Expansão descontrolada dos gastos públicos; demanda aquecida por crédito, que pressiona as taxas sobre o público; Selic ‘nas alturas’ (15% ao ano, a segunda maior do planeta) e investimento privado em queda livre (17% do PIB).
Esse é o retrato, em branco e
preto, sem retoques, do estágio atual de vulnerabilidade da economia brasileira,
marcada por uma gestão federal cronicamente perdulária, no afã de cativar,
corações e mentes dos menos favorecidos, para travesti-los de eleitores de
primeira hora de um acalentado quarto mandato petista, logo ali, em 2026, sob
a omissão escandalosa e majoritária da mídia.
A estratégia aqui é explícita: extorquir e comprometer a população economicamente
ativa e o segmento produtivo, por meio de uma tributação excessiva e escorchante
(a carga tributária já é hoje de 33% do PIB), a fim de ‘patrocinar’ programas
assistencialistas e eleitoreiros que tornaram a meta fiscal zero, slogan maior
do tecnocrático e estéril arcabouço fiscal, ‘letra morta’ e ‘peça de ficção’ para nem 'inglês ver'.
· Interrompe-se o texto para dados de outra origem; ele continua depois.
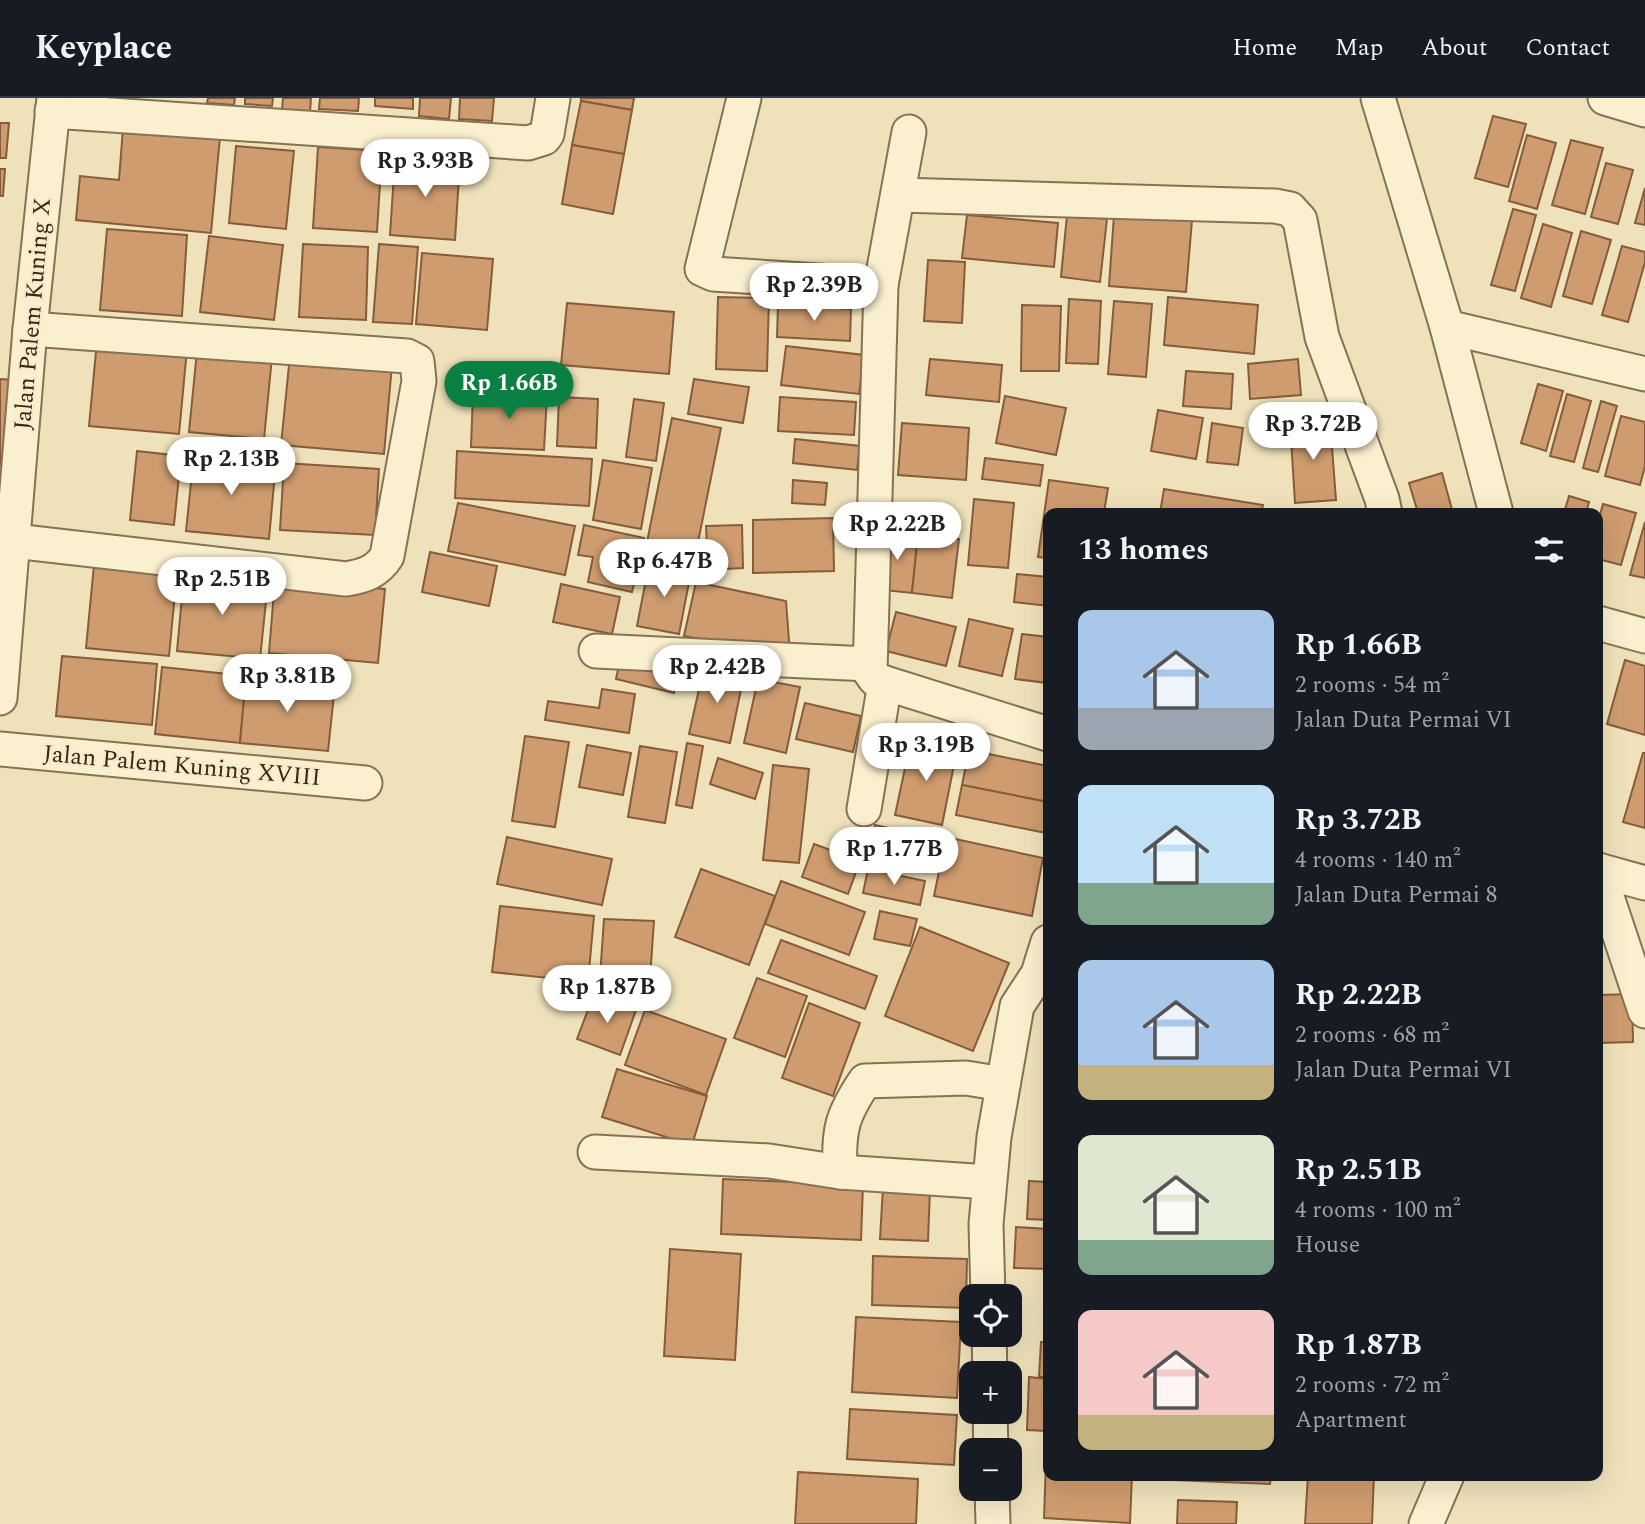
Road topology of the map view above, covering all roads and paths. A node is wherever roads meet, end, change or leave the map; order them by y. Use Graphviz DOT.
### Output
graph roads {
  1 [pos="553,98"];
  2 [pos="744,98"];
  3 [pos="1378,98"];
  4 [pos="1605,98"];
  5 [pos="53,105"];
  6 [pos="1645,110"];
  7 [pos="909,132"];
  8 [pos="899,195"];
  9 [pos="881,285"];
  10 [pos="1447,327"];
  11 [pos="30,329"];
  12 [pos="1645,374"];
  13 [pos="1384,508"];
  14 [pos="1495,508"];
  15 [pos="14,541"];
  16 [pos="1603,624"];
  17 [pos="1645,636"];
  18 [pos="596,651"];
  19 [pos="877,674"];
  20 [pos="0,698"];
  21 [pos="1043,732"];
  22 [pos="0,750"];
  23 [pos="365,783"];
  24 [pos="864,809"];
  25 [pos="1603,871"];
  26 [pos="1645,883"];
  27 [pos="1603,885"];
  28 [pos="1043,976"];
  29 [pos="1645,1011"];
  30 [pos="1003,1084"];
  31 [pos="595,1152"];
  32 [pos="840,1172"];
  33 [pos="989,1182"];
  34 [pos="988,1284"];
  35 [pos="1444,1481"];
  36 [pos="992,1501"];
  37 [pos="993,1524"];
  38 [pos="1426,1524"];
  1 -- 5 [label="street"];
  2 -- 9 [label="street"];
  3 -- 10 [label="street"];
  4 -- 6 [label="street"];
  5 -- 11 [label="street, Jalan Palem Kuning X"];
  7 -- 8 [label="street"];
  8 -- 9 [label="street"];
  8 -- 13 [label="street"];
  9 -- 19 [label="street"];
  10 -- 12 [label="street"];
  10 -- 14 [label="street"];
  11 -- 15 [label="street, Jalan Palem Kuning X"];
  11 -- 15 [label="street"];
  15 -- 20 [label="street, Jalan Palem Kuning X"];
  16 -- 17 [label="street"];
  18 -- 19 [label="street"];
  19 -- 21 [label="street"];
  19 -- 24 [label="street"];
  22 -- 23 [label="street, Jalan Palem Kuning XVIII"];
  25 -- 26 [label="street"];
  27 -- 29 [label="street"];
  28 -- 30 [label="street"];
  30 -- 32 [label="street"];
  30 -- 33 [label="street"];
  31 -- 32 [label="street"];
  32 -- 33 [label="street"];
  33 -- 34 [label="street"];
  35 -- 38 [label="street"];
  36 -- 37 [label="street"];
}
Muito pelo contrário, a retórica de austeridade palaciana cai por terra,
por não resistir aos números da realidade. Segundo a Instituição Fiscal
Independente (IFI) – órgão ligado ao Senado – até o final do mandato em curso, não
menos do que R$ 150 bilhões serão executados fora da falida âncora fiscal, catapultando a dívida pública tupiniquim de 78% do PIB para 125% do PIB, em dez anos, caso nenhuma medida concreta seja tomada para deter a escalada do desequilíbrio das contas
públicas.
Pior, a nova ‘sangria’ perpetrada pelo Congresso Nacional sepulta qualquer
noção de responsabilidade fiscal, ao colocar R$ 30 bilhões extras fora do arcabouço,
em gastos com a Defesa. A nova derrama agora aguarda a sanção palaciana. Neste tópico,
é bom que se esclareça, a responsabilidade pelo desajuste das contas públicas deve
ser debitada, tanto ao Executivo quanto ao Legislativo, cujas ações são, igualmente, guiadas
pela ‘bússola’ das eleições no ano que vem, por meio de exceções e remendos que visam novas liberações de recursos aos currais eleitorais.
Colocando o ‘dedo na ferida’, o pesquisador do Insper e ex-assessor do Ministério
da Fazenda, Marcos Mendes afirma que “o governo descumpre as regras o tempo
todo”, acrescentando que “as despesas tiradas das regras são despesas de
qualquer jeito e fazem a dívida pública crescer da mesma forma.” De janeiro de
2023 até hoje, a dívida bruta do país saltou de 71% para 78% do PIB.
No campo das ‘consequências’ da inconsequência fiscal se destacam:
Ø Menos acumulação de
capital: queda no investimento privado significa menor acumulação
de capital na economia.
Ø Crescimento
econômico mais lento: menor acumulação de capital e o desincentivo ao
investimento resultam em crescimento econômico mais lento no longo prazo.
Ø Redução da renda e
emprego: juros mais altos e menos investimento podem levar à redução
da renda e do emprego no setor privado.
Mas quando o que importa é cumprir o ‘dever de casa’, que remeteria às
medidas internas adotadas pelo governo para equilibrar suas contas, voltadas à eficiência
e a austeridade em suas próprias operações, as soluções são óbvias:
Ø Corte de despesas: redução de gastos
discricionários (como custeio da máquina pública) e, em alguns casos, revisão
de despesas obrigatórias.
Ø Combate a
privilégios e renúncias fiscais: corte de benefícios
tributários (gastos tributários) que, muitas vezes, favorecem setores
específicos da economia.
Ø Eficiência na gestão: melhoria na alocação de recursos e na qualidade do gasto público para que serviços essenciais (saúde, educação, segurança) ganhem eficácia.